== RECORDED DATA ==
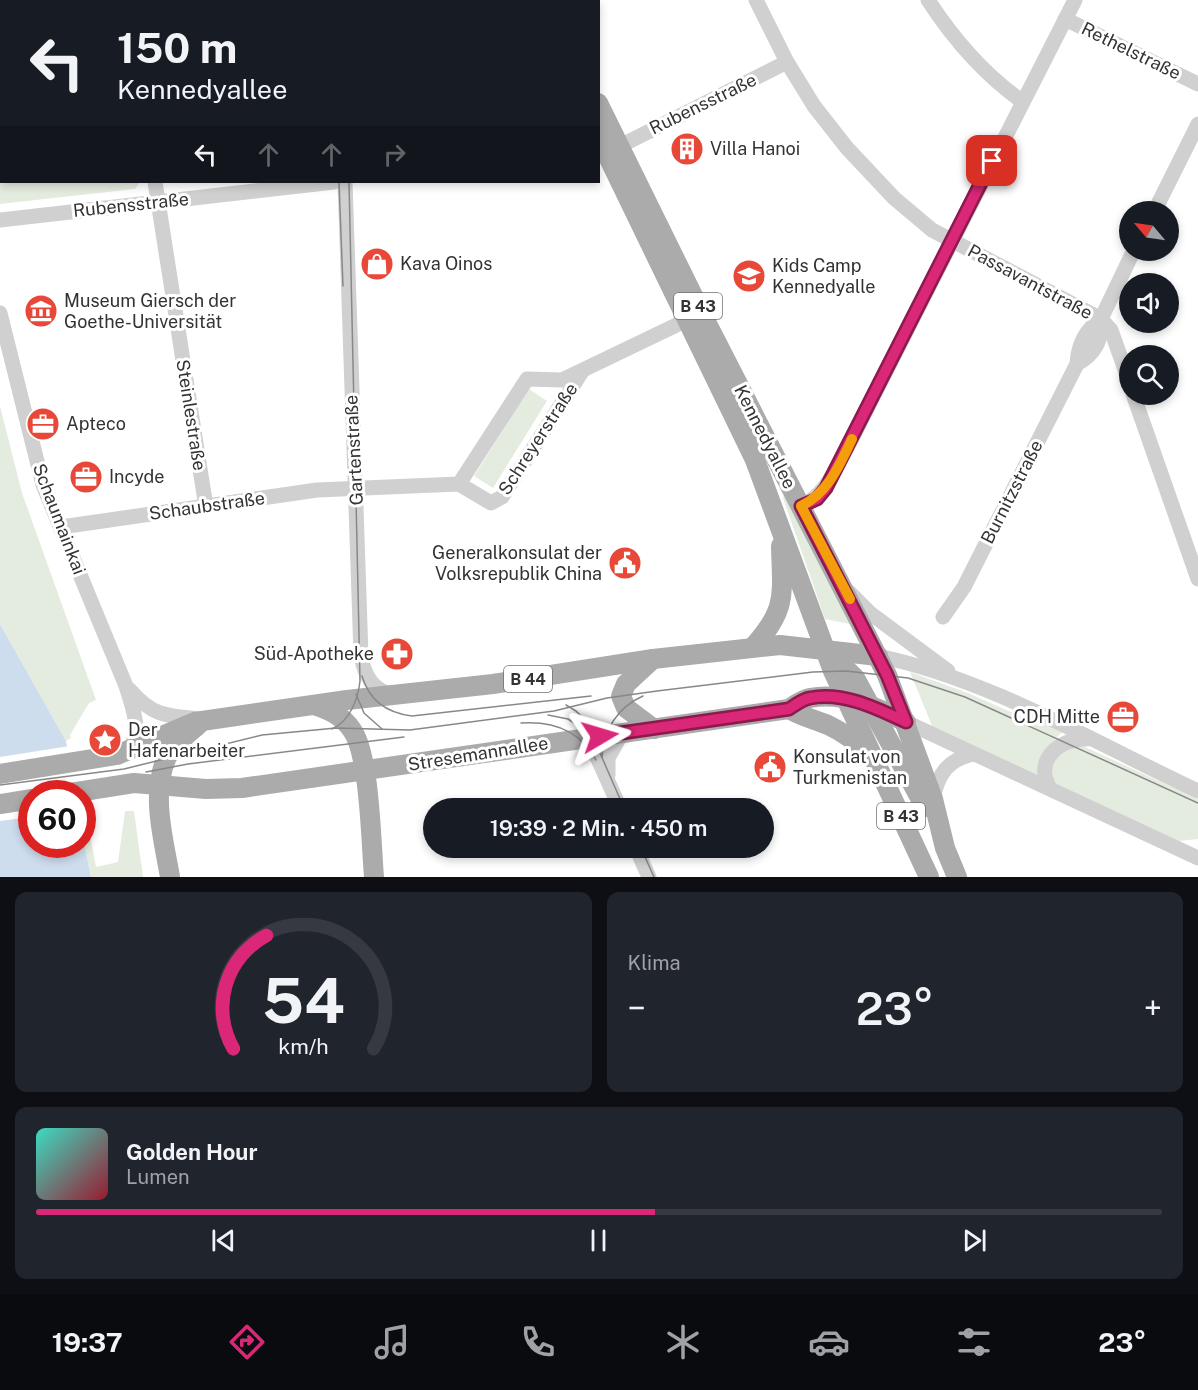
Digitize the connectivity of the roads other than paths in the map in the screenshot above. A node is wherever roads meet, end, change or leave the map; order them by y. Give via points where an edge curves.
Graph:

...

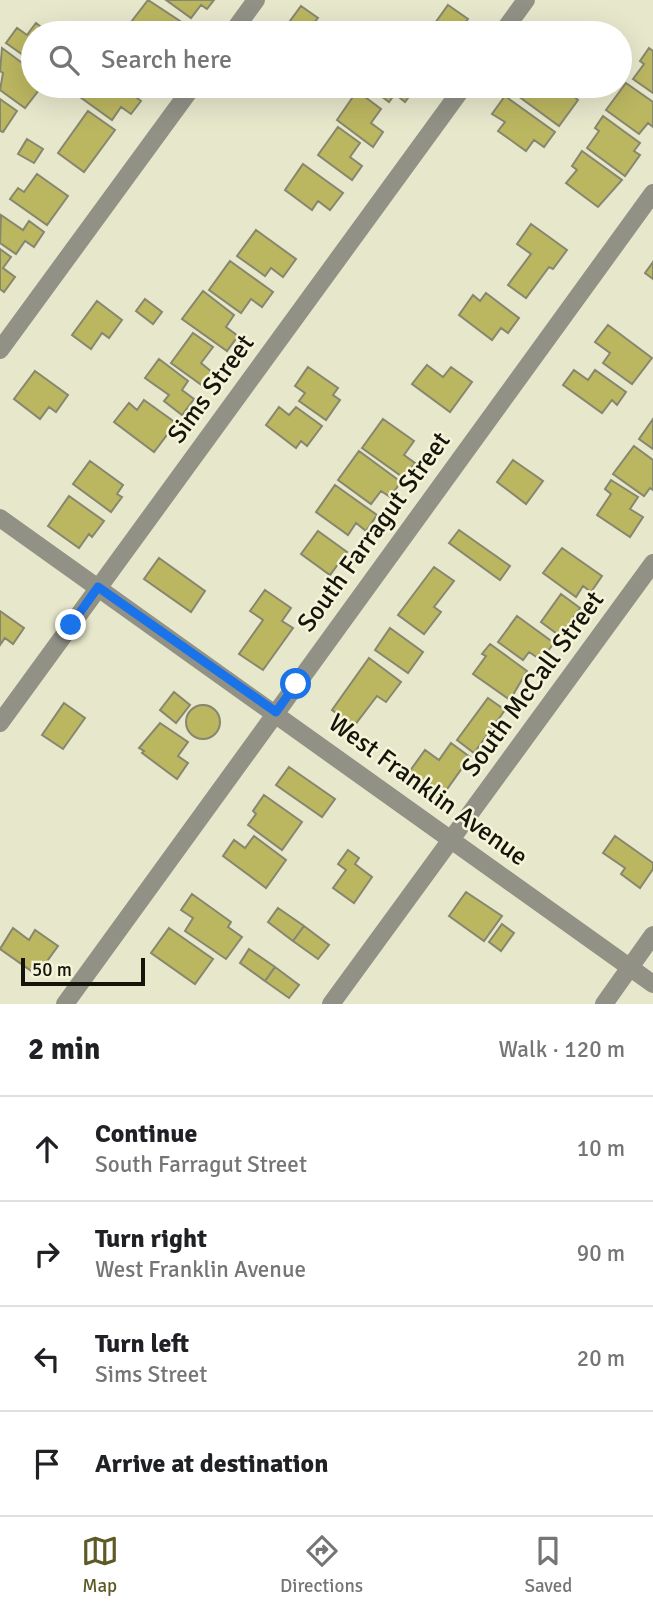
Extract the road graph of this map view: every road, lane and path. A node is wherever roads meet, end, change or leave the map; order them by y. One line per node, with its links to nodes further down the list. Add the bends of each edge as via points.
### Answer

== EXERCISE ==
Nothing but a number is expected: how many lines in the listing above contain "wherever"?

== RESULT ==
2